====== The data

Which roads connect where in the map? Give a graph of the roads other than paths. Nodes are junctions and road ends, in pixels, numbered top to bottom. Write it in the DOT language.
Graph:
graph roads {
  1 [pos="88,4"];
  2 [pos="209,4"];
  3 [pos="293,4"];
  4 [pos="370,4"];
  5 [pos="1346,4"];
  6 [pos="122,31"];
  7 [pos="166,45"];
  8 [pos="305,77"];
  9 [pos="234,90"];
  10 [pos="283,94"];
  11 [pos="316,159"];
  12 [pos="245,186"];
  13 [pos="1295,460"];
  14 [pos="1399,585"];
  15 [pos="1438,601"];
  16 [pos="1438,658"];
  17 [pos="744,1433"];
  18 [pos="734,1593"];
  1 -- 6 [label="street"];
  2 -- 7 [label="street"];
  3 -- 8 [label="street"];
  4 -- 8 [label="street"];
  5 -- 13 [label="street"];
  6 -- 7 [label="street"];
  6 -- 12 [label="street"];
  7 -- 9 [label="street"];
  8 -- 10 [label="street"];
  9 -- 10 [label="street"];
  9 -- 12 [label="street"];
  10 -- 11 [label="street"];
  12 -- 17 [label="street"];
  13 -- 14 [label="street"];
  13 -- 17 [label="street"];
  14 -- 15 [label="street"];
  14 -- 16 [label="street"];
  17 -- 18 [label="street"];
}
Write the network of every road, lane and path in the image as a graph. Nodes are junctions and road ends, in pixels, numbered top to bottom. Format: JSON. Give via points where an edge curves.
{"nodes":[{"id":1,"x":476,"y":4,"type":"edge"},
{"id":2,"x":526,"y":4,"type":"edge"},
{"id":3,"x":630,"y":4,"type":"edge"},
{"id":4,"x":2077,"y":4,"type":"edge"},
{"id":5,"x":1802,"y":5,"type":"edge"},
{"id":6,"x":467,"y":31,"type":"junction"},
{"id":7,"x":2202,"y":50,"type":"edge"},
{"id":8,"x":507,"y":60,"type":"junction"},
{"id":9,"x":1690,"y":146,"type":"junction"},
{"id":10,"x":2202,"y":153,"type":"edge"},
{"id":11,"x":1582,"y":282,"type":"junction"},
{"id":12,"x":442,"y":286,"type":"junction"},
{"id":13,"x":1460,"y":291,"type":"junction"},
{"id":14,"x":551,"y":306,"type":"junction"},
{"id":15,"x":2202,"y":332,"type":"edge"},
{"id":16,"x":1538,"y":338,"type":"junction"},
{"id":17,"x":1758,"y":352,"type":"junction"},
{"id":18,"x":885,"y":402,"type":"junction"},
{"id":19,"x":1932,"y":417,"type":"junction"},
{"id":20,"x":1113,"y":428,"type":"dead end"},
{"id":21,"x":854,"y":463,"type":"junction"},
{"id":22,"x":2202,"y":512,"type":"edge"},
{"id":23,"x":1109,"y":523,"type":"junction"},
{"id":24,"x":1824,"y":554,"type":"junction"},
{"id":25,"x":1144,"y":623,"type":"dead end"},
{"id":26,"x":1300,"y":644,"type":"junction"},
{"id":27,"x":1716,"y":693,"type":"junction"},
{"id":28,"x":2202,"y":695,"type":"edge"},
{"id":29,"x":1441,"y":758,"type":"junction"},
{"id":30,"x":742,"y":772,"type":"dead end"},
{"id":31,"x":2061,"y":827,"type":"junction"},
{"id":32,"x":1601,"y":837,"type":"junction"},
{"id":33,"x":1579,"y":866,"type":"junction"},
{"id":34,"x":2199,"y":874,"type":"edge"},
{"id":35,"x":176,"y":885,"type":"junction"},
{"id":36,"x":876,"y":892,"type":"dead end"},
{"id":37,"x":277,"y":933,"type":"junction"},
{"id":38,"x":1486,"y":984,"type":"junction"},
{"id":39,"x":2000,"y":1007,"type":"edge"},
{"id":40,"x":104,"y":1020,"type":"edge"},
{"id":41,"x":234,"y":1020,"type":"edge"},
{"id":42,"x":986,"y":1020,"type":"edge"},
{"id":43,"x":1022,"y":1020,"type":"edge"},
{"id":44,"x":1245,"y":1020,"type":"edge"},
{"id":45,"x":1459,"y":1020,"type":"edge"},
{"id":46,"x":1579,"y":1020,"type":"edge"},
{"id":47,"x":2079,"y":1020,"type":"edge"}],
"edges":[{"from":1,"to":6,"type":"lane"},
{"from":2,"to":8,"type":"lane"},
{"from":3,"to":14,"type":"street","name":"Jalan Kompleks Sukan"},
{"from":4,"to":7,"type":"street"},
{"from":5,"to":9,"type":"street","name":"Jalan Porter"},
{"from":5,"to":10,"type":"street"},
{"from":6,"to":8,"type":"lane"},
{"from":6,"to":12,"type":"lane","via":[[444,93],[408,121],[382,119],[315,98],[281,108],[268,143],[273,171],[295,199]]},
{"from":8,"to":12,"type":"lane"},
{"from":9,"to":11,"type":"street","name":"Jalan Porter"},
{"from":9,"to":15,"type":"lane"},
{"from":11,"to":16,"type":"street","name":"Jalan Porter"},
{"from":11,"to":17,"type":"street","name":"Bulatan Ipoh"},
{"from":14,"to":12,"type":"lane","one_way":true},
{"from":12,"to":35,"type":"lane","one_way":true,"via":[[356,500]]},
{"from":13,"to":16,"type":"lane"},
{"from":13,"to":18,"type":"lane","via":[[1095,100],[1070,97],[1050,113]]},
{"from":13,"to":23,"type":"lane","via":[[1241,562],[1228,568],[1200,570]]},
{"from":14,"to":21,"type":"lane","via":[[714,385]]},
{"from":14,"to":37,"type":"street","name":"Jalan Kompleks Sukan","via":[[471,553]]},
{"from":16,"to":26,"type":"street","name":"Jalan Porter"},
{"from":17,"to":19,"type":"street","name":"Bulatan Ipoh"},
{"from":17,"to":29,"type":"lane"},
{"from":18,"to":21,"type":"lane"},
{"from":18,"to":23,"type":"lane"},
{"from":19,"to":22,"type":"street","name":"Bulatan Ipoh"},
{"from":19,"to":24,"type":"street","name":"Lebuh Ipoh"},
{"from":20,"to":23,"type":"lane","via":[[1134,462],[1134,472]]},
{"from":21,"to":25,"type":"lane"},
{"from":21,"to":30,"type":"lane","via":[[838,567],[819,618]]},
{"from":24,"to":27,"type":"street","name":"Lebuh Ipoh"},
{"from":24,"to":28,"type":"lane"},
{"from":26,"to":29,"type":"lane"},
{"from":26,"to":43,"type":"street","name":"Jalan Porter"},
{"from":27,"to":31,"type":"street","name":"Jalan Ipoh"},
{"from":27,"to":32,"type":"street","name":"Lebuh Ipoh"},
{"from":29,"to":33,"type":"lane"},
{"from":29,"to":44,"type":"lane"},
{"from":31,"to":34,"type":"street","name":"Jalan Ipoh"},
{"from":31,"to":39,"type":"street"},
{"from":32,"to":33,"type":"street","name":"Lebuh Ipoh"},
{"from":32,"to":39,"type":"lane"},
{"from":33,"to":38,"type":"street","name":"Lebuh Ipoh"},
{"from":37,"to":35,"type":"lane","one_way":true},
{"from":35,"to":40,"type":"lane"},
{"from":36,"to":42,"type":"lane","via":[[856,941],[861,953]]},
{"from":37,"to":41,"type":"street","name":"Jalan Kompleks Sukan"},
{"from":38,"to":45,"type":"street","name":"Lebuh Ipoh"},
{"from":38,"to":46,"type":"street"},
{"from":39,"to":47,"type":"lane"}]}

============

Assignment — Work through the records above line by line and count those that hold the string "where". Give only the result.

Result — 2